= James Allan Ford =

Scottish writer, soldier and civil servant (1920–2009)

James Allan Ford CB MC (10 June 1920 – 30 March 2009) was a Scottish writer, soldier and senior civil servant.

Born in Auchtermuchty, Fife, Ford was brought up in Edinburgh and educated at the Royal High School. In 1938 he entered the civil service, worked in the Ministry of Labour and Inland Revenue.

During the Second World War he served with the Royal Scots in Hong Kong, with the rank of captain. When Hong Kong was taken by the Japanese, Ford and his brother Douglas were captured and held as prisoners-of-war. Douglas was executed, and James was not released until 1945. He received the Military Cross for his service.

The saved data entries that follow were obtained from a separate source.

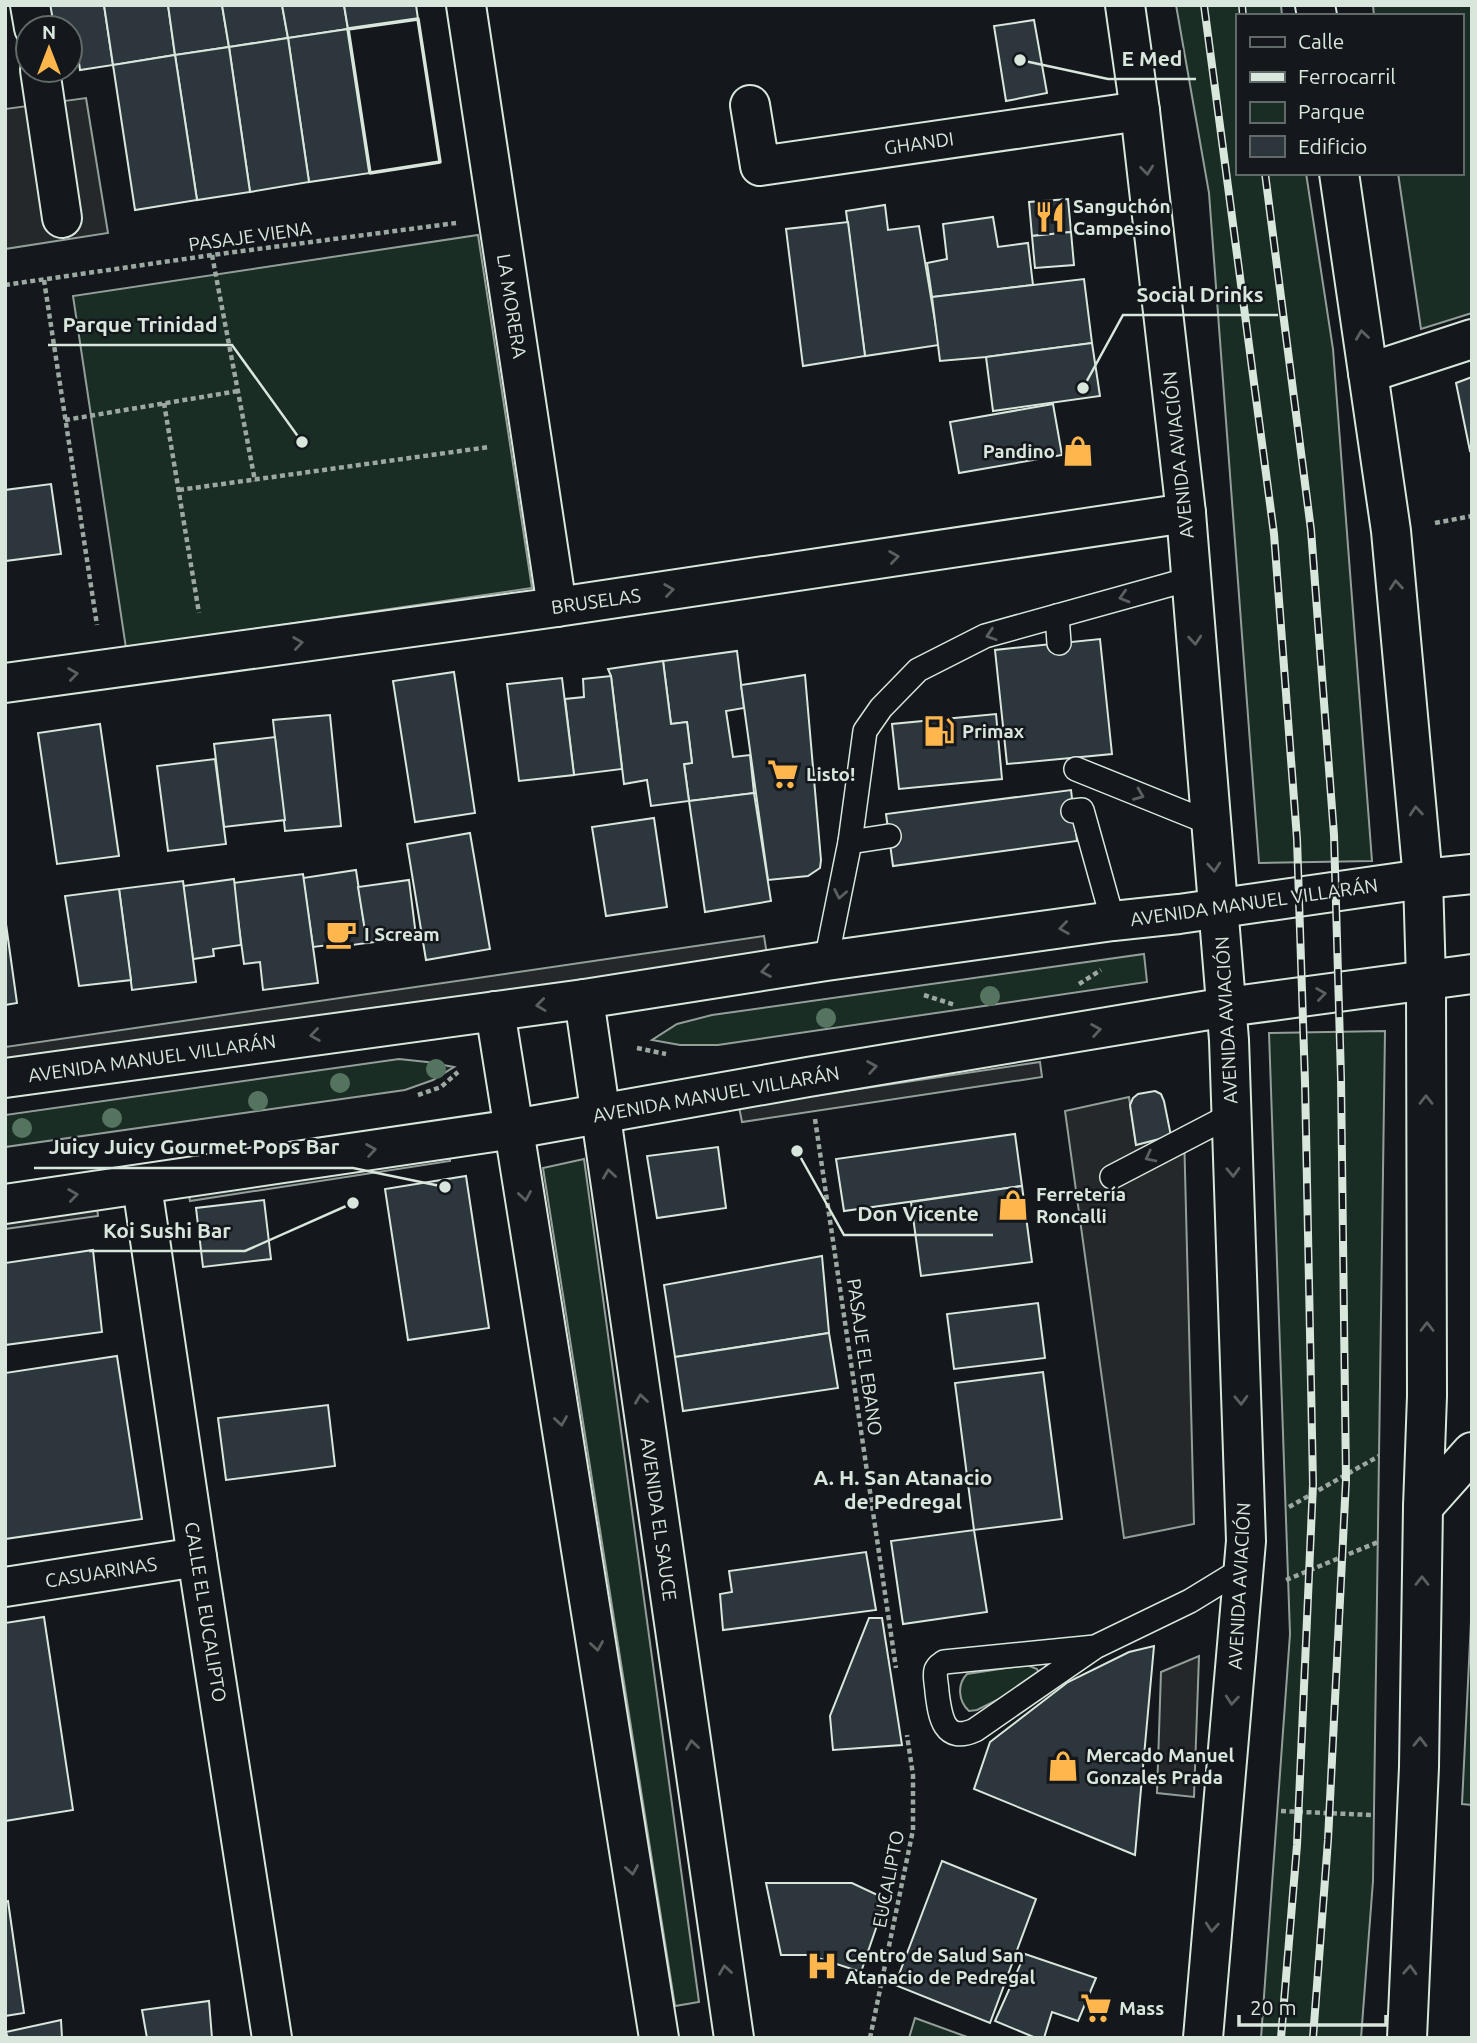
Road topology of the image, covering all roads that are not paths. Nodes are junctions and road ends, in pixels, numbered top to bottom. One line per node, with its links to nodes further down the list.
1 (466, 5): 12 (main road, LA MORERA)
2 (1125, 5): 5 (main road, AVENIDA AVIACIÓN)
3 (42, 84): 7 (main road)
4 (750, 105): 5 (main road, GHANDI)
5 (1140, 111): 10 (main road, AVENIDA AVIACIÓN, one-way to 10)
6 (1339, 175): 9 (main road, one-way to 6)
7 (62, 218)
8 (1472, 340): 9 (main road)
9 (1367, 373): 20 (main road, one-way to 9)
10 (1186, 513): 11 (main road, AVENIDA AVIACIÓN); 12 (main road, BRUSELAS, one-way to 10)
11 (1190, 579): 13 (lane, one-way to 13); 16 (main road, AVENIDA AVIACIÓN, one-way to 16)
12 (556, 607): 15 (main road, BRUSELAS, one-way to 12)
13 (1056, 616): 14 (lane); 18 (lane, one-way to 18)
14 (1059, 643)
15 (5, 683)
16 (1210, 823): 21 (main road, AVENIDA AVIACIÓN, one-way to 21); 22 (lane, one-way to 16)
17 (889, 836): 18 (lane)
18 (850, 842): 23 (lane, one-way to 23)
19 (1472, 874): 20 (main road, AVENIDA MANUEL VILLARÁN)
20 (1423, 879): 21 (main road, AVENIDA MANUEL VILLARÁN); 25 (main road)
21 (1218, 908): 22 (main road, AVENIDA MANUEL VILLARÁN); 27 (main road, AVENIDA AVIACIÓN)
22 (1113, 921): 23 (main road, AVENIDA MANUEL VILLARÁN, one-way to 23)
23 (826, 961): 26 (main road, AVENIDA MANUEL VILLARÁN, one-way to 26)
24 (1472, 974): 25 (main road, AVENIDA MANUEL VILLARÁN)
25 (1426, 980): 27 (main road, AVENIDA MANUEL VILLARÁN, one-way to 25); 37 (main road, one-way to 25)
26 (584, 999): 28 (main road, AVENIDA MANUEL VILLARÁN, one-way to 28); 30 (main road, AVENIDA EL SAUCE)
27 (1227, 1007): 30 (main road, AVENIDA MANUEL VILLARÁN, one-way to 27); 31 (main road, AVENIDA AVIACIÓN)
28 (495, 1011): 29 (main road, AVENIDA MANUEL VILLARÁN, one-way to 29); 32 (main road)
29 (5, 1079)
30 (600, 1115): 32 (main road, AVENIDA MANUEL VILLARÁN); 44 (main road, AVENIDA EL SAUCE, one-way to 30)
31 (1231, 1115): 33 (lane, one-way to 33); 39 (main road, AVENIDA AVIACIÓN, one-way to 39)
32 (514, 1129): 34 (main road, AVENIDA MANUEL VILLARÁN, one-way to 32); 43 (main road, one-way to 43)
33 (1112, 1177)
34 (142, 1186): 35 (main road, AVENIDA MANUEL VILLARÁN, one-way to 34); 38 (main road, CALLE EL EUCALIPTO)
35 (5, 1205)
36 (1472, 1452): 37 (main road)
37 (1423, 1515): 46 (main road, one-way to 37)
38 (197, 1557): 40 (main road, CASUARINAS); 42 (main road, CALLE EL EUCALIPTO)
39 (1242, 1584): 41 (lane); 45 (main road, AVENIDA AVIACIÓN, one-way to 45)
40 (5, 1587)
41 (1095, 1647): 41 (lane)
42 (272, 2038)
43 (659, 2038)
44 (734, 2038)
45 (1203, 2038)
46 (1407, 2038)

Returning to Edinburgh, Ford rejoined the civil service and studied law part-time. From 1966 to 1969 he was Registrar General for Scotland, and went on to the Scottish Office. He was awarded the CB in the 1978 Birthday Honours, shortly before his retirement. Ford was president of the writers' association Scottish PEN during the 1980s, and was a trustee of the national Library of Scotland.

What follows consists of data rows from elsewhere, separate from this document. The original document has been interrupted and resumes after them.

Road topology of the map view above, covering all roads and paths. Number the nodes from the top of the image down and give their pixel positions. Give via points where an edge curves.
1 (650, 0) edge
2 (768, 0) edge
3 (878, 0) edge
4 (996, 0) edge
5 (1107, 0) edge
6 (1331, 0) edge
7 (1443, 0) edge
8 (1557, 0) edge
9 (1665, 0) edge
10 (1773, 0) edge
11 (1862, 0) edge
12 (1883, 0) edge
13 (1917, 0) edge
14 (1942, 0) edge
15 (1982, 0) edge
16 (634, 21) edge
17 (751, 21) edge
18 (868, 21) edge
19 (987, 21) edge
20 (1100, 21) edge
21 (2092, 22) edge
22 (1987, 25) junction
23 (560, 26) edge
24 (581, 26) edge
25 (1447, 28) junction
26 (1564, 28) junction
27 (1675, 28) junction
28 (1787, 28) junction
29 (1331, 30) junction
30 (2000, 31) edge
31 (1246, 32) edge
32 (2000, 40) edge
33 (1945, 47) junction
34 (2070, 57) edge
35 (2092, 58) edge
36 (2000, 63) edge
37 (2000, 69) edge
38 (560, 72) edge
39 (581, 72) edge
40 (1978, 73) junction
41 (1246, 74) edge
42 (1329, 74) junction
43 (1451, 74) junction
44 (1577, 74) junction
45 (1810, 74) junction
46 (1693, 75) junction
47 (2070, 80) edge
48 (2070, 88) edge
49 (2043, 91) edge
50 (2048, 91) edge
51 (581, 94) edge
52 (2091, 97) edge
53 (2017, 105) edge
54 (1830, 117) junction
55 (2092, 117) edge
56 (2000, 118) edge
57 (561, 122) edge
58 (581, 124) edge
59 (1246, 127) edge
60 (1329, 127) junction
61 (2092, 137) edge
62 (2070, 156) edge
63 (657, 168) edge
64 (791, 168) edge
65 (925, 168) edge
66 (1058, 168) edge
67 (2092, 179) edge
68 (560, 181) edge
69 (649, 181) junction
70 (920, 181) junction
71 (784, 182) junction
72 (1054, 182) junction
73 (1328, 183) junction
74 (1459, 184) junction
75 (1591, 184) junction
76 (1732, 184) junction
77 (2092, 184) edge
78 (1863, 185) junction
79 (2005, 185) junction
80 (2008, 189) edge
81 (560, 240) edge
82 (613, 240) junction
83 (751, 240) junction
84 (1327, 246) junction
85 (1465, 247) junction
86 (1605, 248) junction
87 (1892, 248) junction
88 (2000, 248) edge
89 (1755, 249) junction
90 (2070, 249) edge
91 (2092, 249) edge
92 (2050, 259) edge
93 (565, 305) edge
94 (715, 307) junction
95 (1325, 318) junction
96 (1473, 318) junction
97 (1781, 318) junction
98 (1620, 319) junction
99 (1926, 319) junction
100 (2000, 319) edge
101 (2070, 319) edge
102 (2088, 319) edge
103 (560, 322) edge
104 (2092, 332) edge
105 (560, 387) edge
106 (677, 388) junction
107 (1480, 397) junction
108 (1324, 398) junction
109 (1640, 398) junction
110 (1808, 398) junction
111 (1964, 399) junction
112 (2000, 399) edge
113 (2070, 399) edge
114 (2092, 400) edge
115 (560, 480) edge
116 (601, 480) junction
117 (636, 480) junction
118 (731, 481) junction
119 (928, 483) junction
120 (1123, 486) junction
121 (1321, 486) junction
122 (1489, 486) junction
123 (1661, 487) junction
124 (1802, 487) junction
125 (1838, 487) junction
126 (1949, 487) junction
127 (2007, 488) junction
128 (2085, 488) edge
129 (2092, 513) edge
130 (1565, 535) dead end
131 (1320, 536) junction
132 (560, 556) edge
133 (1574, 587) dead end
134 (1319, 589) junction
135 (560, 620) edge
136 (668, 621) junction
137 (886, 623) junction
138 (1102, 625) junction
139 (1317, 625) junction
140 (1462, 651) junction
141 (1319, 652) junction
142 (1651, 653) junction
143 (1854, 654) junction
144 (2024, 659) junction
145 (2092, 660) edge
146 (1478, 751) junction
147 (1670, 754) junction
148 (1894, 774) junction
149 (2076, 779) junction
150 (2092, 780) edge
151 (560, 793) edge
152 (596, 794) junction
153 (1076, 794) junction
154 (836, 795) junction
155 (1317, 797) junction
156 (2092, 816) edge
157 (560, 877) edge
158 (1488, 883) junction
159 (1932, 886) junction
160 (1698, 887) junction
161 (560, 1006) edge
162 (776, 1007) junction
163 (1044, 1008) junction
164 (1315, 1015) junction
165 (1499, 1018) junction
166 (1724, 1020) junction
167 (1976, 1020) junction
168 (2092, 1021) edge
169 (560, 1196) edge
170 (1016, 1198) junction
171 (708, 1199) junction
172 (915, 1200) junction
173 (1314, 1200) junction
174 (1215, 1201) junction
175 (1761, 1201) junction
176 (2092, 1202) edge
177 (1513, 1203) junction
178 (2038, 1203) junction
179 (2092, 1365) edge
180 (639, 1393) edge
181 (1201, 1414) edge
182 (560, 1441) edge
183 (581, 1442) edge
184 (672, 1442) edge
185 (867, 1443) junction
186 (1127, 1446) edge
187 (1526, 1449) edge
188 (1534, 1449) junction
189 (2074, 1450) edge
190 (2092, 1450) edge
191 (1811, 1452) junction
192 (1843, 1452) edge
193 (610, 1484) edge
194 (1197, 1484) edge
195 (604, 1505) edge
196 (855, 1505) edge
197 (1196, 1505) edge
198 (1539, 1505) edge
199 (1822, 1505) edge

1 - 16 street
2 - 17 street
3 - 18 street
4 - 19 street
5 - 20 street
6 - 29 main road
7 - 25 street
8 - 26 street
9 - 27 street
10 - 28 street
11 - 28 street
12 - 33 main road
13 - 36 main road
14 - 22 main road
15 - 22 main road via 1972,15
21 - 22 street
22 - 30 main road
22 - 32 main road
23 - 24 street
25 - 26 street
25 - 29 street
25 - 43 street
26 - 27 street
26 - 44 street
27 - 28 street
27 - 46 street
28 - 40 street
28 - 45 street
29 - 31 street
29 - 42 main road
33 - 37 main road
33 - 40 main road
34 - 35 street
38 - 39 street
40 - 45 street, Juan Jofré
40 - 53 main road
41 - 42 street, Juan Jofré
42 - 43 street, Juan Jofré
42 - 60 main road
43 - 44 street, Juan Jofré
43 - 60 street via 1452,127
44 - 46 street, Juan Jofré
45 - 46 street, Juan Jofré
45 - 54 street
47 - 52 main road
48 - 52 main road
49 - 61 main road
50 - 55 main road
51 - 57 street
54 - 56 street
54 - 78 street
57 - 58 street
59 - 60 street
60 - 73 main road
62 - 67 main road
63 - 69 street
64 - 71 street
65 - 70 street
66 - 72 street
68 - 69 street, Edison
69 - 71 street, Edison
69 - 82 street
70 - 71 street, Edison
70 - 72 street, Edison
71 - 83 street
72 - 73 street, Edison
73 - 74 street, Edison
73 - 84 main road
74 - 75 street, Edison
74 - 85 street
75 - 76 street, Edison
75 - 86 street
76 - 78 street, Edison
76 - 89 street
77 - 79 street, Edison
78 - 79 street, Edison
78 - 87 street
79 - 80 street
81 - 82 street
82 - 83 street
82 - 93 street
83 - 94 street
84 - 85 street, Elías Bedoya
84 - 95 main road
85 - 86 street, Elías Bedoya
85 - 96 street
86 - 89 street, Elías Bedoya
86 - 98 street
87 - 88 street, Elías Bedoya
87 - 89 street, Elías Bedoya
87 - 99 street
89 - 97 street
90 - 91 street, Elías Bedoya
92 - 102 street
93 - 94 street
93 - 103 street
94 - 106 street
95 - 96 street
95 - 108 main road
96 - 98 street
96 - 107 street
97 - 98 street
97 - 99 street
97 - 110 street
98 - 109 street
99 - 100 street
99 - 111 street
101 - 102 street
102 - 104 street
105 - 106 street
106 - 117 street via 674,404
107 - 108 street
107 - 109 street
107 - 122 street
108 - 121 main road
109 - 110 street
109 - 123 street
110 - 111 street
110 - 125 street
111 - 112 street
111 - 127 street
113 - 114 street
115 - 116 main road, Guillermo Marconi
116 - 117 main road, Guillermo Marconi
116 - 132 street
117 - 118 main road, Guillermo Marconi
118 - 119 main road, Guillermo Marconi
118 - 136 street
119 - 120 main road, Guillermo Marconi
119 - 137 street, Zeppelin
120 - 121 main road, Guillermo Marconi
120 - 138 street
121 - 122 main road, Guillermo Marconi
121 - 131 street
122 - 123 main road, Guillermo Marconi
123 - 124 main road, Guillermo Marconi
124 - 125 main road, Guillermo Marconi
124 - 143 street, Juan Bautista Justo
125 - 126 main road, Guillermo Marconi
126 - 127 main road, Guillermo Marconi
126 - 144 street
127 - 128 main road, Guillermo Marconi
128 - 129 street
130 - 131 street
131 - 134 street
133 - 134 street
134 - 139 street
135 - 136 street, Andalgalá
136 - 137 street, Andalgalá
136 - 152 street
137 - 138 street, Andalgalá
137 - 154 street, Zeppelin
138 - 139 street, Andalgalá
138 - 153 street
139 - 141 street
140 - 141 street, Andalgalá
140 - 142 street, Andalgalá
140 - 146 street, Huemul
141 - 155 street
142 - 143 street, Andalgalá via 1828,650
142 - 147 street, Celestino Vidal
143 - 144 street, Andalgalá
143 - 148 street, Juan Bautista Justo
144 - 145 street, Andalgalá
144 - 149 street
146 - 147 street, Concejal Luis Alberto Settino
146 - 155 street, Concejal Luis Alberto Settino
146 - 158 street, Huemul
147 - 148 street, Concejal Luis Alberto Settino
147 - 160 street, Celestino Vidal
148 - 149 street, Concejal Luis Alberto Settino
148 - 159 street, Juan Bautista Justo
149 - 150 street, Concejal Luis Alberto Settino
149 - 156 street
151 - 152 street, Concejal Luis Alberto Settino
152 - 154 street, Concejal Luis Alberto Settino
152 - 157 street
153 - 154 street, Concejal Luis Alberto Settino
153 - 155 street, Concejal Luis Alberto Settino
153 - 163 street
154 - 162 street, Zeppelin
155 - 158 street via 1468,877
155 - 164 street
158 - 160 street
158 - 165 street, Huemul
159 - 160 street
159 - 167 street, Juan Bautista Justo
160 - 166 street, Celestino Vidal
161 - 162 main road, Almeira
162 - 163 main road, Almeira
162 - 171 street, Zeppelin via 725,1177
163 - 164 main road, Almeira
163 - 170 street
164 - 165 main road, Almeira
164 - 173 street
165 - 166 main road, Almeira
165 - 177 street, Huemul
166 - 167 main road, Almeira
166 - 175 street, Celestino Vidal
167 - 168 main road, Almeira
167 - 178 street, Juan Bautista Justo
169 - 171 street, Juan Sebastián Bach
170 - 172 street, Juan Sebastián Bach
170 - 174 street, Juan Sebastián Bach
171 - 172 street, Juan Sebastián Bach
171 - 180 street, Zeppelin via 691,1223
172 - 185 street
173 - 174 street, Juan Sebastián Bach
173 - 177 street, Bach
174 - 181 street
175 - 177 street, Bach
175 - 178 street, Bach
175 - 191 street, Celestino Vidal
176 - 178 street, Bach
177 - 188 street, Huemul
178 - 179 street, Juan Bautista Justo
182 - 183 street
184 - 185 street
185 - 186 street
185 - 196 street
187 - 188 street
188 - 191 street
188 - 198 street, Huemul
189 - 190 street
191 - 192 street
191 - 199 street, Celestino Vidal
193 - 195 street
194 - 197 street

Ford wrote five novels in the 1960s and 1970s. His first two books dealt with his wartime experiences, and the second Season of Escape, was awarded the Frederick Niven Award for its portrayal of his brother Douglas Ford. Two of his later novels, A Statue for a Public Place and A Judge of Men are set in Edinburgh. A quotation from the former is inscribed into Edinburgh's Makars' Court.